▶ [Problem details] Output the listing word for word, minus images.

▶ [Data for the task]
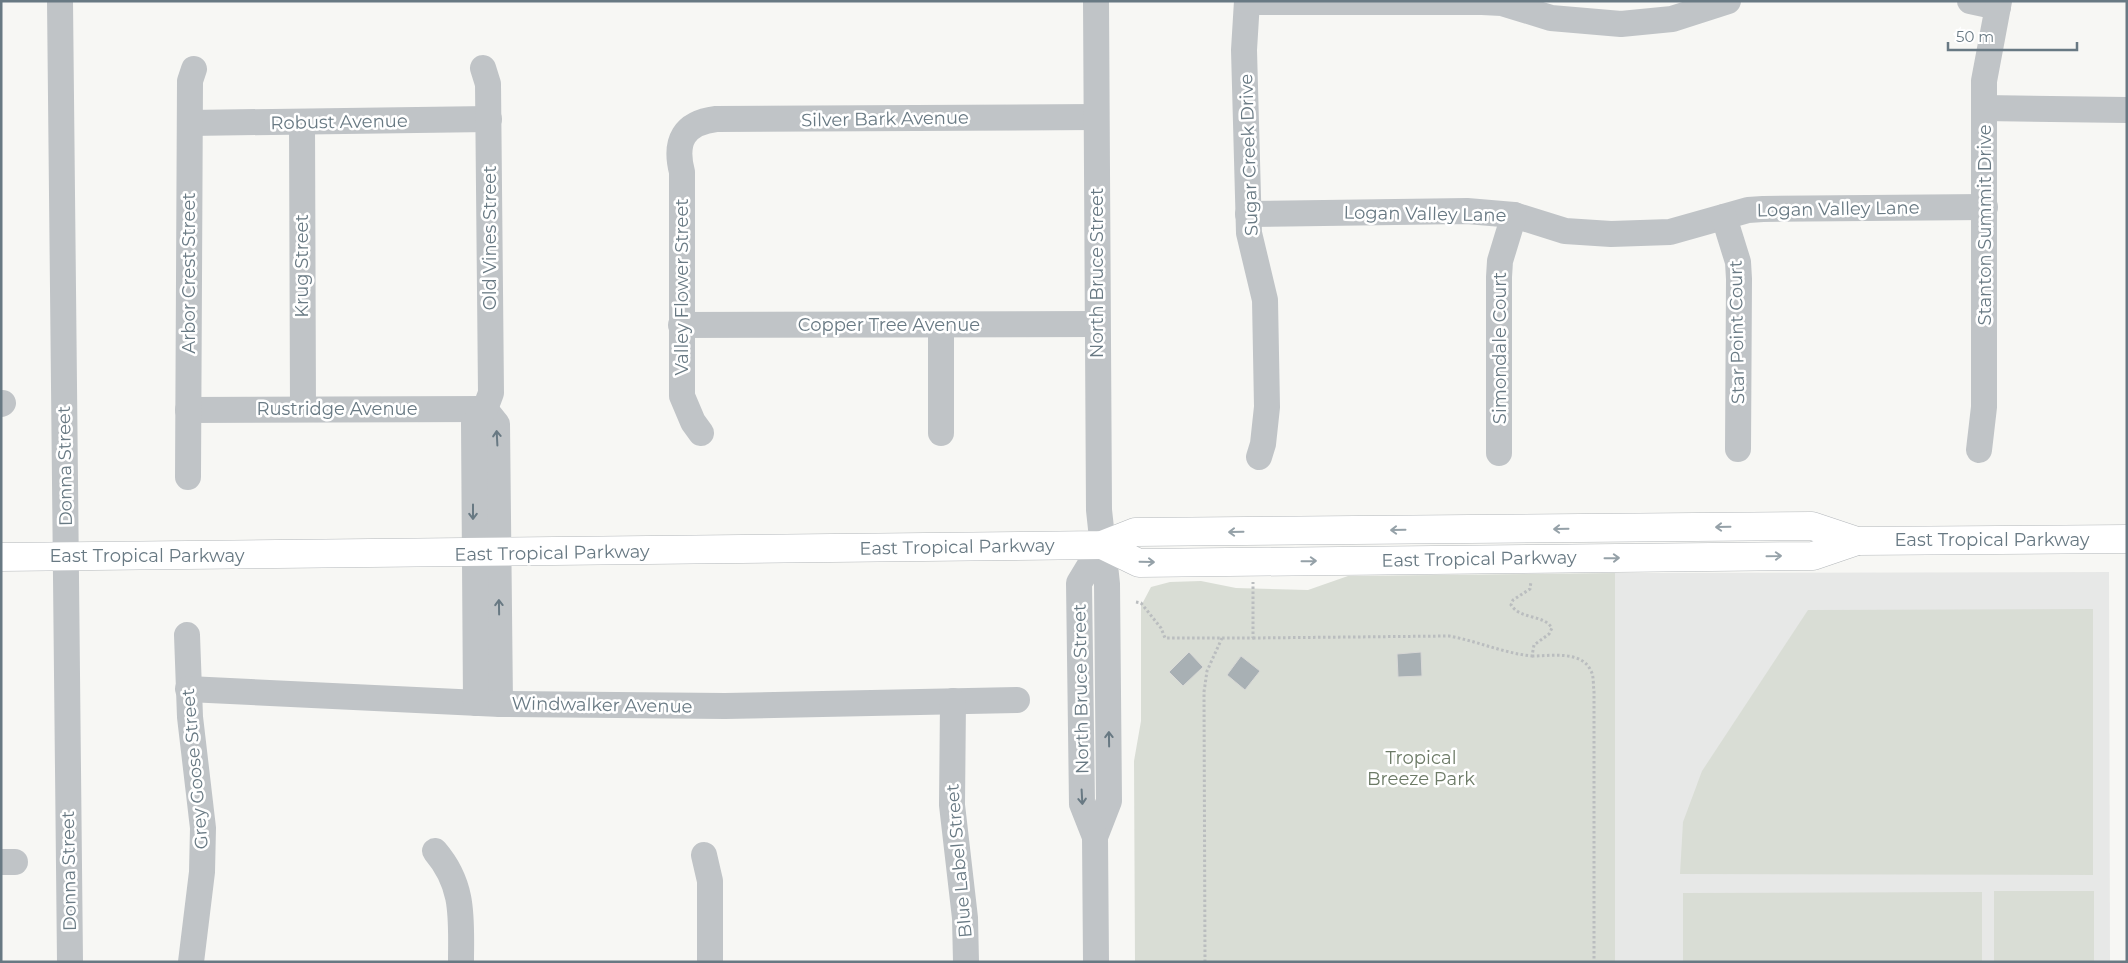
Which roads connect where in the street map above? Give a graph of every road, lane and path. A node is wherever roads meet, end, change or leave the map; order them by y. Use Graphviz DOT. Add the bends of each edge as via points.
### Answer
graph roads {
  1 [pos="60,1"];
  2 [pos="1096,1"];
  3 [pos="1728,1"];
  4 [pos="1970,1"];
  5 [pos="1247,2"];
  6 [pos="1999,4"];
  7 [pos="483,68"];
  8 [pos="194,69"];
  9 [pos="1984,108"];
  10 [pos="2127,110"];
  11 [pos="1096,117"];
  12 [pos="489,119"];
  13 [pos="190,123"];
  14 [pos="302,123"];
  15 [pos="682,138"];
  16 [pos="1985,207"];
  17 [pos="1248,214"];
  18 [pos="1514,215"];
  19 [pos="1724,217"];
  20 [pos="1097,324"];
  21 [pos="681,325"];
  22 [pos="941,325"];
  23 [pos="485,408"];
  24 [pos="303,409"];
  25 [pos="188,410"];
  26 [pos="701,433"];
  27 [pos="941,433"];
  28 [pos="1738,449"];
  29 [pos="1979,450"];
  30 [pos="1499,453"];
  31 [pos="1259,458"];
  32 [pos="188,477"];
  33 [pos="2127,539"];
  34 [pos="1858,540"];
  35 [pos="1102,545"];
  36 [pos="486,554"];
  37 [pos="1,557"];
  38 [pos="66,557"];
  39 [pos="1252,561"];
  40 [pos="1531,580"];
  41 [pos="1136,602"];
  42 [pos="187,635"];
  43 [pos="1222,638"];
  44 [pos="1253,638"];
  45 [pos="1532,656"];
  46 [pos="188,689"];
  47 [pos="1017,700"];
  48 [pos="953,701"];
  49 [pos="488,704"];
  50 [pos="435,851"];
  51 [pos="704,855"];
  52 [pos="70,962"];
  53 [pos="191,962"];
  54 [pos="461,962"];
  55 [pos="710,962"];
  56 [pos="966,962"];
  57 [pos="1096,962"];
  58 [pos="1205,962"];
  59 [pos="1594,962"];
  1 -- 38 [label="street, Donna Street"];
  2 -- 11 [label="street, North Bruce Street"];
  3 -- 5 [label="street" via="1672,19 1621,24 1552,18 1502,3"];
  4 -- 6 [label="street"];
  5 -- 17 [label="street, Sugar Creek Drive" via="1244,50"];
  6 -- 9 [label="street, Stanton Summit Drive" via="1984,81"];
  7 -- 12 [label="street, Old Vines Street" via="488,84"];
  8 -- 13 [label="street, Arbor Crest Street" via="190,81"];
  9 -- 10 [label="street"];
  9 -- 16 [label="street, Stanton Summit Drive"];
  11 -- 15 [label="street, Silver Bark Avenue" via="716,119 691,126"];
  11 -- 20 [label="street, North Bruce Street"];
  12 -- 14 [label="street, Robust Avenue"];
  12 -- 23 [label="street, Old Vines Street" via="491,393"];
  13 -- 14 [label="street, Robust Avenue"];
  13 -- 25 [label="street, Arbor Crest Street"];
  14 -- 24 [label="street, Krug Street"];
  15 -- 21 [label="street, Valley Flower Street" via="678,149 682,172"];
  16 -- 19 [label="street, Logan Valley Lane" via="1763,209"];
  16 -- 29 [label="street, Stanton Summit Drive" via="1984,407"];
  17 -- 18 [label="street, Logan Valley Lane" via="1467,211"];
  17 -- 31 [label="street, Sugar Creek Drive" via="1249,233 1265,300 1267,407"];
  18 -- 19 [label="street, Logan Valley Lane" via="1565,231 1589,234 1670,232"];
  18 -- 30 [label="street, Simondale Court" via="1500,269"];
  19 -- 28 [label="street, Star Point Court" via="1738,262"];
  20 -- 22 [label="street, Copper Tree Avenue"];
  20 -- 35 [label="street, North Bruce Street"];
  21 -- 22 [label="street, Copper Tree Avenue"];
  21 -- 26 [label="street, Valley Flower Street" via="682,396"];
  22 -- 27 [label="street"];
  23 -- 24 [label="street, Rustridge Avenue"];
  23 -- 36 [label="street, Old Vines Street" via="474,423 486,470"];
  24 -- 25 [label="street, Rustridge Avenue"];
  25 -- 32 [label="street, Arbor Crest Street"];
  33 -- 34 [label="main road, East Tropical Parkway"];
  34 -- 35 [label="main road, East Tropical Parkway, one-way" via="1802,526 1135,532"];
  39 -- 34 [label="main road, East Tropical Parkway, one-way" via="1813,556"];
  35 -- 36 [label="main road, East Tropical Parkway"];
  35 -- 39 [label="main road, East Tropical Parkway, one-way" via="1139,562"];
  35 -- 57 [label="street, North Bruce Street" via="1079,583 1082,804 1095,837"];
  36 -- 38 [label="main road, East Tropical Parkway"];
  36 -- 49 [label="street, Old Vines Street"];
  37 -- 38 [label="main road, East Tropical Parkway"];
  38 -- 52 [label="street, Donna Street"];
  39 -- 44 [label="path"];
  40 -- 45 [label="path" via="1530,589 1511,606 1516,612 1548,622 1552,628 1534,645"];
  41 -- 43 [label="path" via="1141,603 1165,638"];
  42 -- 46 [label="street, Grey Goose Street"];
  43 -- 44 [label="path"];
  43 -- 58 [label="path" via="1207,671 1204,692"];
  44 -- 45 [label="path" via="1449,636 1471,640 1488,648"];
  45 -- 59 [label="path" via="1568,656 1581,660 1591,671 1594,691"];
  46 -- 49 [label="street, Windwalker Avenue"];
  46 -- 53 [label="street, Grey Goose Street" via="204,828"];
  47 -- 48 [label="street, Windwalker Avenue"];
  48 -- 49 [label="street, Windwalker Avenue" via="725,706"];
  48 -- 56 [label="street, Blue Label Street" via="952,805"];
  50 -- 54 [label="street" via="446,864 461,901"];
  51 -- 55 [label="street" via="710,881"];
}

▶ [Response below]
Which roads connect where in the street map above? Give a graph of every road, lane and path. A node is wherever roads meet, end, change or leave the map; order them by y. Use Graphviz DOT. Add the bends of each edge as via points.
### Answer
graph roads {
  1 [pos="60,1"];
  2 [pos="1096,1"];
  3 [pos="1728,1"];
  4 [pos="1970,1"];
  5 [pos="1247,2"];
  6 [pos="1999,4"];
  7 [pos="483,68"];
  8 [pos="194,69"];
  9 [pos="1984,108"];
  10 [pos="2127,110"];
  11 [pos="1096,117"];
  12 [pos="489,119"];
  13 [pos="190,123"];
  14 [pos="302,123"];
  15 [pos="682,138"];
  16 [pos="1985,207"];
  17 [pos="1248,214"];
  18 [pos="1514,215"];
  19 [pos="1724,217"];
  20 [pos="1097,324"];
  21 [pos="681,325"];
  22 [pos="941,325"];
  23 [pos="485,408"];
  24 [pos="303,409"];
  25 [pos="188,410"];
  26 [pos="701,433"];
  27 [pos="941,433"];
  28 [pos="1738,449"];
  29 [pos="1979,450"];
  30 [pos="1499,453"];
  31 [pos="1259,458"];
  32 [pos="188,477"];
  33 [pos="2127,539"];
  34 [pos="1858,540"];
  35 [pos="1102,545"];
  36 [pos="486,554"];
  37 [pos="1,557"];
  38 [pos="66,557"];
  39 [pos="1252,561"];
  40 [pos="1531,580"];
  41 [pos="1136,602"];
  42 [pos="187,635"];
  43 [pos="1222,638"];
  44 [pos="1253,638"];
  45 [pos="1532,656"];
  46 [pos="188,689"];
  47 [pos="1017,700"];
  48 [pos="953,701"];
  49 [pos="488,704"];
  50 [pos="435,851"];
  51 [pos="704,855"];
  52 [pos="70,962"];
  53 [pos="191,962"];
  54 [pos="461,962"];
  55 [pos="710,962"];
  56 [pos="966,962"];
  57 [pos="1096,962"];
  58 [pos="1205,962"];
  59 [pos="1594,962"];
  1 -- 38 [label="street, Donna Street"];
  2 -- 11 [label="street, North Bruce Street"];
  3 -- 5 [label="street" via="1672,19 1621,24 1552,18 1502,3"];
  4 -- 6 [label="street"];
  5 -- 17 [label="street, Sugar Creek Drive" via="1244,50"];
  6 -- 9 [label="street, Stanton Summit Drive" via="1984,81"];
  7 -- 12 [label="street, Old Vines Street" via="488,84"];
  8 -- 13 [label="street, Arbor Crest Street" via="190,81"];
  9 -- 10 [label="street"];
  9 -- 16 [label="street, Stanton Summit Drive"];
  11 -- 15 [label="street, Silver Bark Avenue" via="716,119 691,126"];
  11 -- 20 [label="street, North Bruce Street"];
  12 -- 14 [label="street, Robust Avenue"];
  12 -- 23 [label="street, Old Vines Street" via="491,393"];
  13 -- 14 [label="street, Robust Avenue"];
  13 -- 25 [label="street, Arbor Crest Street"];
  14 -- 24 [label="street, Krug Street"];
  15 -- 21 [label="street, Valley Flower Street" via="678,149 682,172"];
  16 -- 19 [label="street, Logan Valley Lane" via="1763,209"];
  16 -- 29 [label="street, Stanton Summit Drive" via="1984,407"];
  17 -- 18 [label="street, Logan Valley Lane" via="1467,211"];
  17 -- 31 [label="street, Sugar Creek Drive" via="1249,233 1265,300 1267,407"];
  18 -- 19 [label="street, Logan Valley Lane" via="1565,231 1589,234 1670,232"];
  18 -- 30 [label="street, Simondale Court" via="1500,269"];
  19 -- 28 [label="street, Star Point Court" via="1738,262"];
  20 -- 22 [label="street, Copper Tree Avenue"];
  20 -- 35 [label="street, North Bruce Street"];
  21 -- 22 [label="street, Copper Tree Avenue"];
  21 -- 26 [label="street, Valley Flower Street" via="682,396"];
  22 -- 27 [label="street"];
  23 -- 24 [label="street, Rustridge Avenue"];
  23 -- 36 [label="street, Old Vines Street" via="474,423 486,470"];
  24 -- 25 [label="street, Rustridge Avenue"];
  25 -- 32 [label="street, Arbor Crest Street"];
  33 -- 34 [label="main road, East Tropical Parkway"];
  34 -- 35 [label="main road, East Tropical Parkway, one-way" via="1802,526 1135,532"];
  39 -- 34 [label="main road, East Tropical Parkway, one-way" via="1813,556"];
  35 -- 36 [label="main road, East Tropical Parkway"];
  35 -- 39 [label="main road, East Tropical Parkway, one-way" via="1139,562"];
  35 -- 57 [label="street, North Bruce Street" via="1079,583 1082,804 1095,837"];
  36 -- 38 [label="main road, East Tropical Parkway"];
  36 -- 49 [label="street, Old Vines Street"];
  37 -- 38 [label="main road, East Tropical Parkway"];
  38 -- 52 [label="street, Donna Street"];
  39 -- 44 [label="path"];
  40 -- 45 [label="path" via="1530,589 1511,606 1516,612 1548,622 1552,628 1534,645"];
  41 -- 43 [label="path" via="1141,603 1165,638"];
  42 -- 46 [label="street, Grey Goose Street"];
  43 -- 44 [label="path"];
  43 -- 58 [label="path" via="1207,671 1204,692"];
  44 -- 45 [label="path" via="1449,636 1471,640 1488,648"];
  45 -- 59 [label="path" via="1568,656 1581,660 1591,671 1594,691"];
  46 -- 49 [label="street, Windwalker Avenue"];
  46 -- 53 [label="street, Grey Goose Street" via="204,828"];
  47 -- 48 [label="street, Windwalker Avenue"];
  48 -- 49 [label="street, Windwalker Avenue" via="725,706"];
  48 -- 56 [label="street, Blue Label Street" via="952,805"];
  50 -- 54 [label="street" via="446,864 461,901"];
  51 -- 55 [label="street" via="710,881"];
}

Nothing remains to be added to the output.